## What this task involves
Look at each line below and count those with the word "image"; the answer is that number only.

## Data shown
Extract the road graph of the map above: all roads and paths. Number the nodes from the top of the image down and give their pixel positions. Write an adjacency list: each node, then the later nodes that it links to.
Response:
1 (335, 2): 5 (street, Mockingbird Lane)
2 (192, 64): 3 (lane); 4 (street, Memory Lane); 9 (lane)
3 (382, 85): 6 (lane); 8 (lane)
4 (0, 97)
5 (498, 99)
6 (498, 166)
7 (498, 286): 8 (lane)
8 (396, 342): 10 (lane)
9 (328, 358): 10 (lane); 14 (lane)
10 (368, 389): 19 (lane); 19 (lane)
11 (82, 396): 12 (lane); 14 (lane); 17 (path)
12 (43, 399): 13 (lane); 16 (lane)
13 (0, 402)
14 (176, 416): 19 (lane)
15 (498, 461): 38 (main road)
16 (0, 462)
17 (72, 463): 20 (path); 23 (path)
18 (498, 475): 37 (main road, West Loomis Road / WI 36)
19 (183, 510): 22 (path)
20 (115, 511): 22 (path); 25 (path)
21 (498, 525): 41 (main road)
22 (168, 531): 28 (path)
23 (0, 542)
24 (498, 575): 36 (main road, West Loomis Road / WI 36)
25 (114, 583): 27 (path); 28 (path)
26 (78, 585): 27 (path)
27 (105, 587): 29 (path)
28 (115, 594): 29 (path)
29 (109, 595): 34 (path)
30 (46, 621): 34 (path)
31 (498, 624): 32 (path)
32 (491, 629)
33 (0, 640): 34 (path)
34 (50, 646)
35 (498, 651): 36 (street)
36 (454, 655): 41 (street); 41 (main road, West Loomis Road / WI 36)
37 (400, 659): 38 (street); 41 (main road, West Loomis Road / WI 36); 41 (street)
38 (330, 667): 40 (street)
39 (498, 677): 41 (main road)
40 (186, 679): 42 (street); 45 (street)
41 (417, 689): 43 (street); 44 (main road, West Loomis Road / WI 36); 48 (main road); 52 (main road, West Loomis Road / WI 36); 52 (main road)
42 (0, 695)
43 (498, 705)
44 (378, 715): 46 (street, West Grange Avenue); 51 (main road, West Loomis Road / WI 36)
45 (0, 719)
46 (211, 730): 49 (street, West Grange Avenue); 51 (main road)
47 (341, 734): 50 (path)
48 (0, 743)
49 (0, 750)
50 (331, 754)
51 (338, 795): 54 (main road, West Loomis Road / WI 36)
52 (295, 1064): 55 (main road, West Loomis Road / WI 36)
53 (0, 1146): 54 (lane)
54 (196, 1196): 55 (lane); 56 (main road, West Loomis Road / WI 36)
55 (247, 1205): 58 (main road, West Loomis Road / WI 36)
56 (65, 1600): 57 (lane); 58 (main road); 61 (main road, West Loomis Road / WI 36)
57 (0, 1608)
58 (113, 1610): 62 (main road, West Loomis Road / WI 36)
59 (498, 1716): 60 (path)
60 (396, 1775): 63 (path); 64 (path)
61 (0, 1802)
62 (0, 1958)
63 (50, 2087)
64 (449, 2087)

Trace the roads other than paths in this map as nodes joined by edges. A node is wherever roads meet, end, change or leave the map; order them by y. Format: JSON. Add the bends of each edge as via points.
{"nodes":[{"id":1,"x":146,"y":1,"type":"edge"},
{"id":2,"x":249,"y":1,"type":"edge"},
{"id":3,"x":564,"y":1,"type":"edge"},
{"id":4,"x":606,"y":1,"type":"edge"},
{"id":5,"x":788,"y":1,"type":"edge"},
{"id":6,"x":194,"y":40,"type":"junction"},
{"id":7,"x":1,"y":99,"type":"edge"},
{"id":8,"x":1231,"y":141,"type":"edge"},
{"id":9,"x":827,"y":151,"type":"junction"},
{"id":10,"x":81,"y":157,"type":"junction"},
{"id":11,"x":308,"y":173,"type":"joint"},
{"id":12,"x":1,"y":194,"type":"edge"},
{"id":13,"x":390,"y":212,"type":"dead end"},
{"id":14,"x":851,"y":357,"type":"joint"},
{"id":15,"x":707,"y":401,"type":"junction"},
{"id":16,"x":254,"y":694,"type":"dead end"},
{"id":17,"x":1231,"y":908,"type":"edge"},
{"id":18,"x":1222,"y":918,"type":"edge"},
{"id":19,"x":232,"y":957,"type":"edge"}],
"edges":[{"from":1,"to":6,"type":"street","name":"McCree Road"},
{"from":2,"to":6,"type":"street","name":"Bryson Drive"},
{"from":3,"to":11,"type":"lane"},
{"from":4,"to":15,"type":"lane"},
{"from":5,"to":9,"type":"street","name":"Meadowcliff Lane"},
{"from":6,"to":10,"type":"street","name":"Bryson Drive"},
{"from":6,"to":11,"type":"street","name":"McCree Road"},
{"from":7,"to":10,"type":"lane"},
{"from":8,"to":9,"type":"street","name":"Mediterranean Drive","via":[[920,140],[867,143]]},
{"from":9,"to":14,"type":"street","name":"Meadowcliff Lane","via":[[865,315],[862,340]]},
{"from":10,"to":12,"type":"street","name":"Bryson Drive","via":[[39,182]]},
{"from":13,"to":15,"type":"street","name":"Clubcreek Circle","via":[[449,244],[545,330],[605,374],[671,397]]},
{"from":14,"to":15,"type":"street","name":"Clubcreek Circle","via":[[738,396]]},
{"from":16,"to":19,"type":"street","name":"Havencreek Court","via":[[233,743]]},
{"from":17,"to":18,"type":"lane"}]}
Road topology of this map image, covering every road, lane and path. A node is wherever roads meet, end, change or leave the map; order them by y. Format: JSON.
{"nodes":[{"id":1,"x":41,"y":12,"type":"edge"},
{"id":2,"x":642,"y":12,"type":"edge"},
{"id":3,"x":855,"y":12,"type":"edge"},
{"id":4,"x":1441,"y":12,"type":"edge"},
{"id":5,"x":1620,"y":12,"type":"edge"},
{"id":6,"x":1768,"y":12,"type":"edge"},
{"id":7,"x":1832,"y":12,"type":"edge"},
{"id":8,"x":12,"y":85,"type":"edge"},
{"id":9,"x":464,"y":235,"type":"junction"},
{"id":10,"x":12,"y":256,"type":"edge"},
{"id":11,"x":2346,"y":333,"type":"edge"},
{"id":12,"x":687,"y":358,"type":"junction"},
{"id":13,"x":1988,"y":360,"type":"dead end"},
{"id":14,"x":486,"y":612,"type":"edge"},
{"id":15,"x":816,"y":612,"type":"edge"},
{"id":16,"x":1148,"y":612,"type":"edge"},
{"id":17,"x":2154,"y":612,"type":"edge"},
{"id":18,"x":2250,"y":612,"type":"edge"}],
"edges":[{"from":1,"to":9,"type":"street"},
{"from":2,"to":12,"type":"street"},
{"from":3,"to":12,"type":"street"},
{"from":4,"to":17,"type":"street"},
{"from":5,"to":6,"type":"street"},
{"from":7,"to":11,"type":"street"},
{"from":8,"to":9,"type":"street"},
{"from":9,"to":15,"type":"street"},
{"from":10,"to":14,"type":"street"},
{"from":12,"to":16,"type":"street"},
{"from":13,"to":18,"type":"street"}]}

## Your response
2